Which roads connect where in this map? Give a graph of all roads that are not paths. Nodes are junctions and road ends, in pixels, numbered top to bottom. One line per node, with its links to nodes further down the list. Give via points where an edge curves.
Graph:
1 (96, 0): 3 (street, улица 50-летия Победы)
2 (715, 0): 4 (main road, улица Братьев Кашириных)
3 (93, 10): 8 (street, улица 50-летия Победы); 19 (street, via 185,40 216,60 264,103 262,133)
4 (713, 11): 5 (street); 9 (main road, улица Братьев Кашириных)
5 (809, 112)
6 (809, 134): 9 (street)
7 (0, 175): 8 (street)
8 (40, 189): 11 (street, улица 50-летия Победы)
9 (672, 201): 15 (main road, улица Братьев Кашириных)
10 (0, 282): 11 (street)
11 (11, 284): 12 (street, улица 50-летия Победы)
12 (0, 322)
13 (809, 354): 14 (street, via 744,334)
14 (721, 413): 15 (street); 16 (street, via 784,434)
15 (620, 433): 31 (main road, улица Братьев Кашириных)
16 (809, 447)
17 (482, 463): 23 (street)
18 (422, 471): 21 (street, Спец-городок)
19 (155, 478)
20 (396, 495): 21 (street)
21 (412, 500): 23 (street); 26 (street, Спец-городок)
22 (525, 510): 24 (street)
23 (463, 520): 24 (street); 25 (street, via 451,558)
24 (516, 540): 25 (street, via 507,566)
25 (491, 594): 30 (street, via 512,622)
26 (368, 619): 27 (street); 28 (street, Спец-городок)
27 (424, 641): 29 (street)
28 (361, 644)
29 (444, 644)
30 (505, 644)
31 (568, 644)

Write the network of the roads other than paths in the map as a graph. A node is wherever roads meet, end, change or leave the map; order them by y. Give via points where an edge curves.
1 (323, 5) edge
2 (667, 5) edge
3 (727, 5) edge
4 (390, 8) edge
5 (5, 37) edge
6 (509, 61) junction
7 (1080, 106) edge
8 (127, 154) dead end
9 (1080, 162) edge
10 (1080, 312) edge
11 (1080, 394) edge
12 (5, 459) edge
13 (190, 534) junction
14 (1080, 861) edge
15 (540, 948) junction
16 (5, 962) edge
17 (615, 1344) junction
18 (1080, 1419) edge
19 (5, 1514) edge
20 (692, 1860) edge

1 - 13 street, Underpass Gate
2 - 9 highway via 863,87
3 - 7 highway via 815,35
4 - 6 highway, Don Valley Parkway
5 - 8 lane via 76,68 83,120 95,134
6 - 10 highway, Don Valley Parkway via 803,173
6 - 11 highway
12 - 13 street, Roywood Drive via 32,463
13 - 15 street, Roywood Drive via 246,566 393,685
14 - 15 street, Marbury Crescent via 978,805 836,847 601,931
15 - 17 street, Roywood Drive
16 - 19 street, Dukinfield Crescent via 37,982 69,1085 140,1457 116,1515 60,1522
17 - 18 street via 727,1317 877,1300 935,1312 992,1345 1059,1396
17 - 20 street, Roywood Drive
=======
WORK INSTRUCTIONS:
Please give the listing above one more time, exactly as it reads.

PROBLEM SOLUTION:
Which roads connect where in this map? Give a graph of all roads that are not paths. Nodes are junctions and road ends, in pixels, numbered top to bottom. One line per node, with its links to nodes further down the list. Give via points where an edge curves.
Graph:
1 (96, 0): 3 (street, улица 50-летия Победы)
2 (715, 0): 4 (main road, улица Братьев Кашириных)
3 (93, 10): 8 (street, улица 50-летия Победы); 19 (street, via 185,40 216,60 264,103 262,133)
4 (713, 11): 5 (street); 9 (main road, улица Братьев Кашириных)
5 (809, 112)
6 (809, 134): 9 (street)
7 (0, 175): 8 (street)
8 (40, 189): 11 (street, улица 50-летия Победы)
9 (672, 201): 15 (main road, улица Братьев Кашириных)
10 (0, 282): 11 (street)
11 (11, 284): 12 (street, улица 50-летия Победы)
12 (0, 322)
13 (809, 354): 14 (street, via 744,334)
14 (721, 413): 15 (street); 16 (street, via 784,434)
15 (620, 433): 31 (main road, улица Братьев Кашириных)
16 (809, 447)
17 (482, 463): 23 (street)
18 (422, 471): 21 (street, Спец-городок)
19 (155, 478)
20 (396, 495): 21 (street)
21 (412, 500): 23 (street); 26 (street, Спец-городок)
22 (525, 510): 24 (street)
23 (463, 520): 24 (street); 25 (street, via 451,558)
24 (516, 540): 25 (street, via 507,566)
25 (491, 594): 30 (street, via 512,622)
26 (368, 619): 27 (street); 28 (street, Спец-городок)
27 (424, 641): 29 (street)
28 (361, 644)
29 (444, 644)
30 (505, 644)
31 (568, 644)

Write the network of the roads other than paths in the map as a graph. A node is wherever roads meet, end, change or leave the map; order them by y. Give via points where an edge curves.
1 (323, 5) edge
2 (667, 5) edge
3 (727, 5) edge
4 (390, 8) edge
5 (5, 37) edge
6 (509, 61) junction
7 (1080, 106) edge
8 (127, 154) dead end
9 (1080, 162) edge
10 (1080, 312) edge
11 (1080, 394) edge
12 (5, 459) edge
13 (190, 534) junction
14 (1080, 861) edge
15 (540, 948) junction
16 (5, 962) edge
17 (615, 1344) junction
18 (1080, 1419) edge
19 (5, 1514) edge
20 (692, 1860) edge

1 - 13 street, Underpass Gate
2 - 9 highway via 863,87
3 - 7 highway via 815,35
4 - 6 highway, Don Valley Parkway
5 - 8 lane via 76,68 83,120 95,134
6 - 10 highway, Don Valley Parkway via 803,173
6 - 11 highway
12 - 13 street, Roywood Drive via 32,463
13 - 15 street, Roywood Drive via 246,566 393,685
14 - 15 street, Marbury Crescent via 978,805 836,847 601,931
15 - 17 street, Roywood Drive
16 - 19 street, Dukinfield Crescent via 37,982 69,1085 140,1457 116,1515 60,1522
17 - 18 street via 727,1317 877,1300 935,1312 992,1345 1059,1396
17 - 20 street, Roywood Drive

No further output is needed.